Return the records that follow, unchanged and complete.

▬▬▬

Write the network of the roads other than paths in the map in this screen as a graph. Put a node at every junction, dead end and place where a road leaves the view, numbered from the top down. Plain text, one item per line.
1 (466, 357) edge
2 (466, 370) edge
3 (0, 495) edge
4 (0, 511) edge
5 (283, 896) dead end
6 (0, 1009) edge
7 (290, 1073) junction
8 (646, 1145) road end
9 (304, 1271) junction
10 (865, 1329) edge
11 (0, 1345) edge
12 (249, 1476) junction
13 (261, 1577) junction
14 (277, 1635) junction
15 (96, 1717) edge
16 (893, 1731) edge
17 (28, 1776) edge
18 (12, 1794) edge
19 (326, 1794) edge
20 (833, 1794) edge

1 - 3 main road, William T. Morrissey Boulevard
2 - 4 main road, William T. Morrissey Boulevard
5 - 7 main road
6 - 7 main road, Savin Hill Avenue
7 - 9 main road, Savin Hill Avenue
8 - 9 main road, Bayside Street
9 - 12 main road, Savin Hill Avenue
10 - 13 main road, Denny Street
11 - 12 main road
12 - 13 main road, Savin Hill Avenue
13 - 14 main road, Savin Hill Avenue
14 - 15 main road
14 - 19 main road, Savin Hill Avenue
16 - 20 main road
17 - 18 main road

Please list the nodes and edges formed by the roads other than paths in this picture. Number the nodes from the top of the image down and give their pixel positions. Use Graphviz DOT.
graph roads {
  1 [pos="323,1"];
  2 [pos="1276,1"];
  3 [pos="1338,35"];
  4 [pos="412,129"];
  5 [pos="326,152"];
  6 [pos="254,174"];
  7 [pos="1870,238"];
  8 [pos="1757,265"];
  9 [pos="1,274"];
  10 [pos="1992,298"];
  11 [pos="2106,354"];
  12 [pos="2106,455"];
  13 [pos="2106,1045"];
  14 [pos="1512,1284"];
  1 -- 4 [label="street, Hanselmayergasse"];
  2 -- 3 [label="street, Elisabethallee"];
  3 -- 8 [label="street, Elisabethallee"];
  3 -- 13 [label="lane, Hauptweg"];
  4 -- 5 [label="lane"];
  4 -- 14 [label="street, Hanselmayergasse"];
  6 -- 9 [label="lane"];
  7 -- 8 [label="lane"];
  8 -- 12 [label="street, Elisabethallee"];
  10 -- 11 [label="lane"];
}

▬▬▬

EXERCISE ANSWER:
Write the network of the roads other than paths in the map in this screen as a graph. Put a node at every junction, dead end and place where a road leaves the view, numbered from the top down. Plain text, one item per line.
1 (466, 357) edge
2 (466, 370) edge
3 (0, 495) edge
4 (0, 511) edge
5 (283, 896) dead end
6 (0, 1009) edge
7 (290, 1073) junction
8 (646, 1145) road end
9 (304, 1271) junction
10 (865, 1329) edge
11 (0, 1345) edge
12 (249, 1476) junction
13 (261, 1577) junction
14 (277, 1635) junction
15 (96, 1717) edge
16 (893, 1731) edge
17 (28, 1776) edge
18 (12, 1794) edge
19 (326, 1794) edge
20 (833, 1794) edge

1 - 3 main road, William T. Morrissey Boulevard
2 - 4 main road, William T. Morrissey Boulevard
5 - 7 main road
6 - 7 main road, Savin Hill Avenue
7 - 9 main road, Savin Hill Avenue
8 - 9 main road, Bayside Street
9 - 12 main road, Savin Hill Avenue
10 - 13 main road, Denny Street
11 - 12 main road
12 - 13 main road, Savin Hill Avenue
13 - 14 main road, Savin Hill Avenue
14 - 15 main road
14 - 19 main road, Savin Hill Avenue
16 - 20 main road
17 - 18 main road

Please list the nodes and edges formed by the roads other than paths in this picture. Number the nodes from the top of the image down and give their pixel positions. Use Graphviz DOT.
graph roads {
  1 [pos="323,1"];
  2 [pos="1276,1"];
  3 [pos="1338,35"];
  4 [pos="412,129"];
  5 [pos="326,152"];
  6 [pos="254,174"];
  7 [pos="1870,238"];
  8 [pos="1757,265"];
  9 [pos="1,274"];
  10 [pos="1992,298"];
  11 [pos="2106,354"];
  12 [pos="2106,455"];
  13 [pos="2106,1045"];
  14 [pos="1512,1284"];
  1 -- 4 [label="street, Hanselmayergasse"];
  2 -- 3 [label="street, Elisabethallee"];
  3 -- 8 [label="street, Elisabethallee"];
  3 -- 13 [label="lane, Hauptweg"];
  4 -- 5 [label="lane"];
  4 -- 14 [label="street, Hanselmayergasse"];
  6 -- 9 [label="lane"];
  7 -- 8 [label="lane"];
  8 -- 12 [label="street, Elisabethallee"];
  10 -- 11 [label="lane"];
}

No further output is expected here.